* **Required work**
Please retype the data in full and exactly; the pictures are not part of the copy.

* **Input for this task**
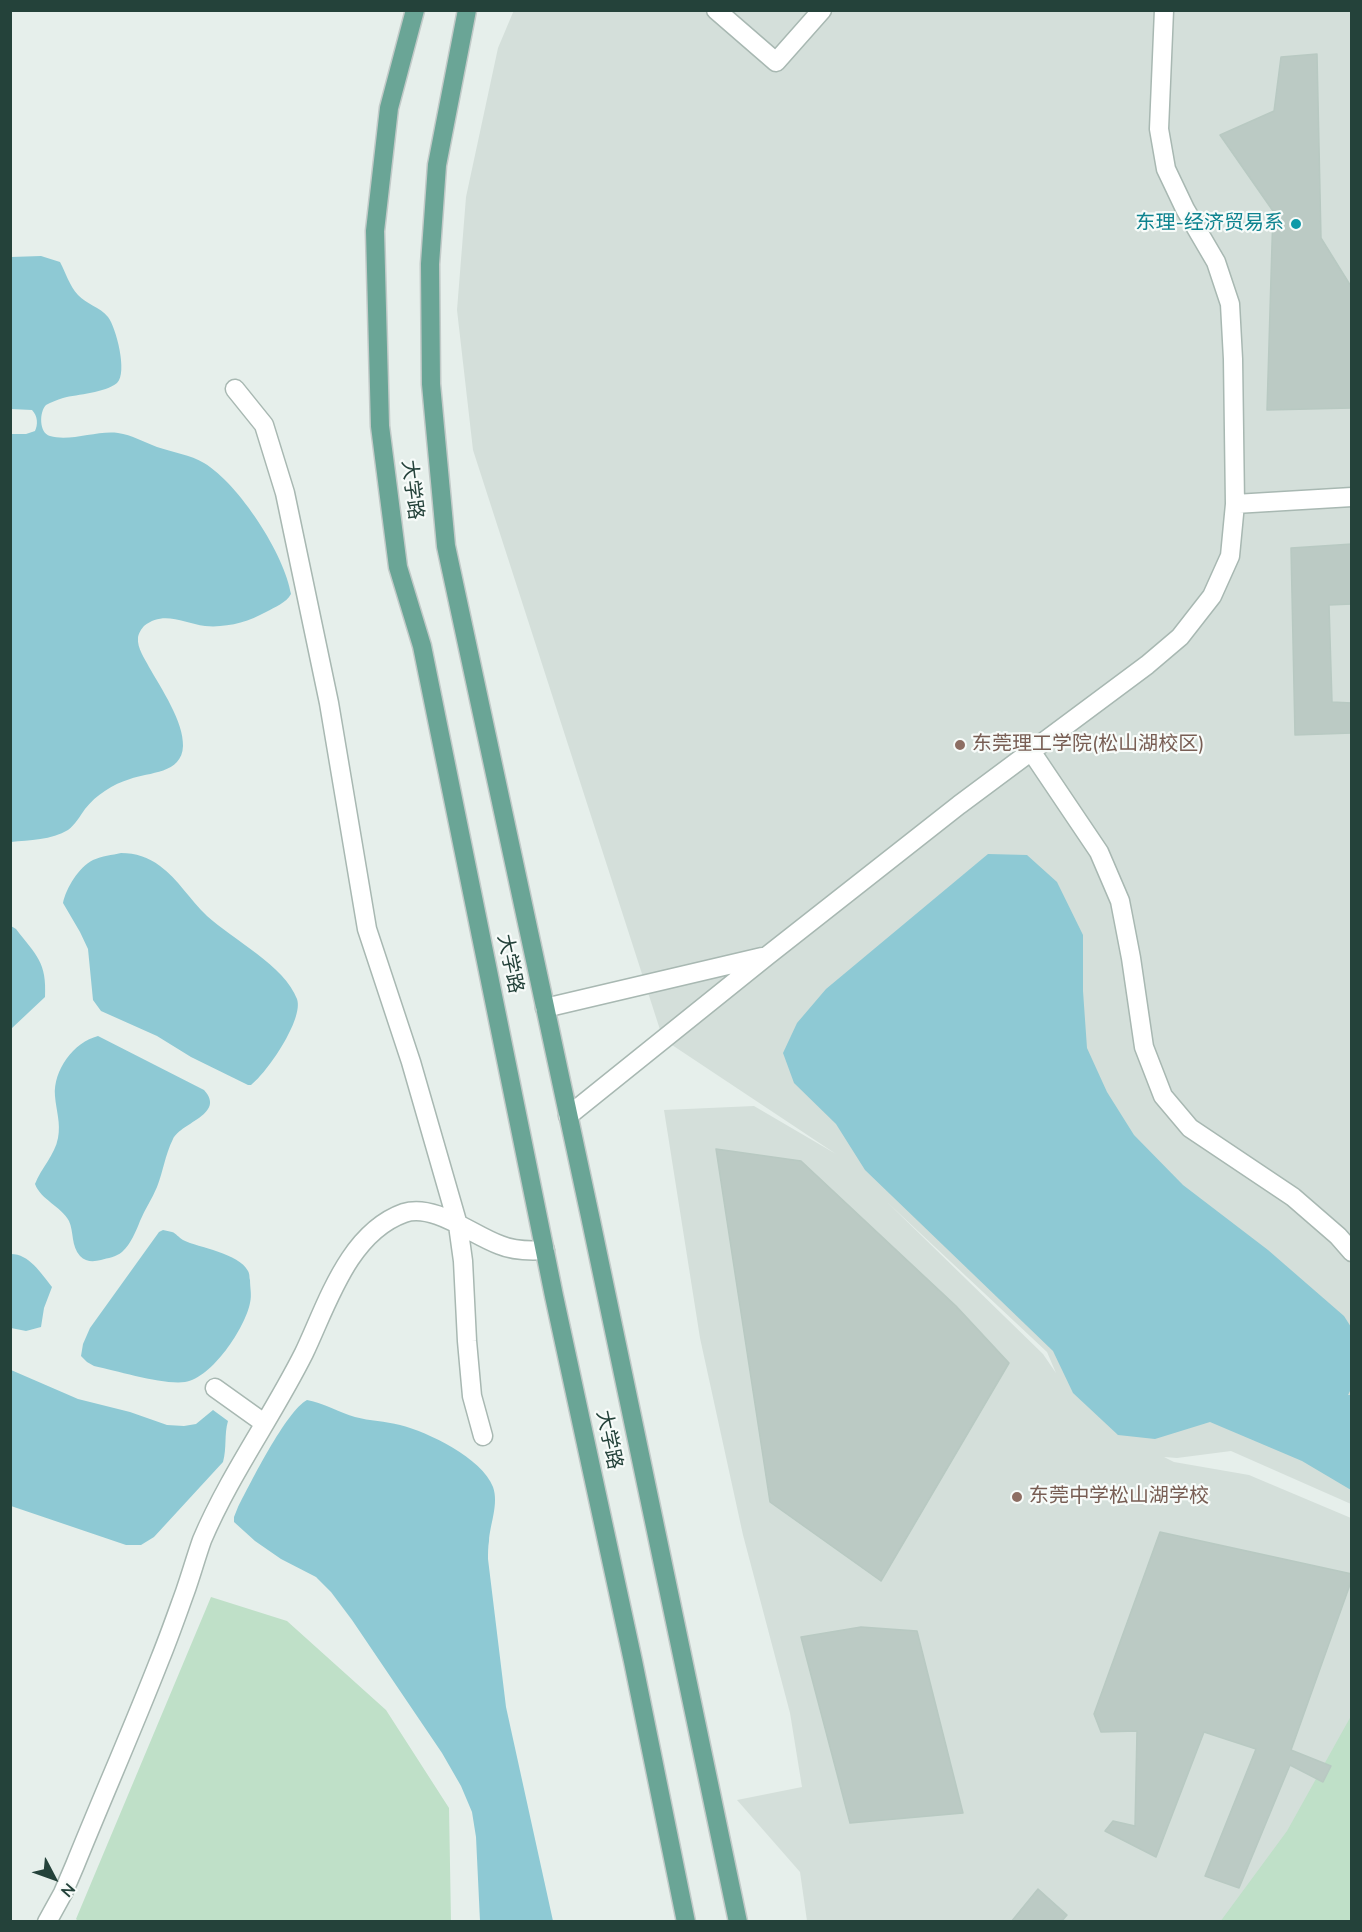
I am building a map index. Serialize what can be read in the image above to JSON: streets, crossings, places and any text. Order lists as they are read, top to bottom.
{
  "streets": {
    "main road": ["大学路"]
  },
  "places": ["东理-经济贸易系", "东莞理工学院(松山湖校区)", "东莞中学松山湖学校"],
  "north": "bottom right"
}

* **Completed task**
I am building a map index. Serialize what can be read in the image above to JSON: streets, crossings, places and any text. Order lists as they are read, top to bottom.
{
  "streets": {
    "main road": ["大学路"]
  },
  "places": ["东理-经济贸易系", "东莞理工学院(松山湖校区)", "东莞中学松山湖学校"],
  "north": "bottom right"
}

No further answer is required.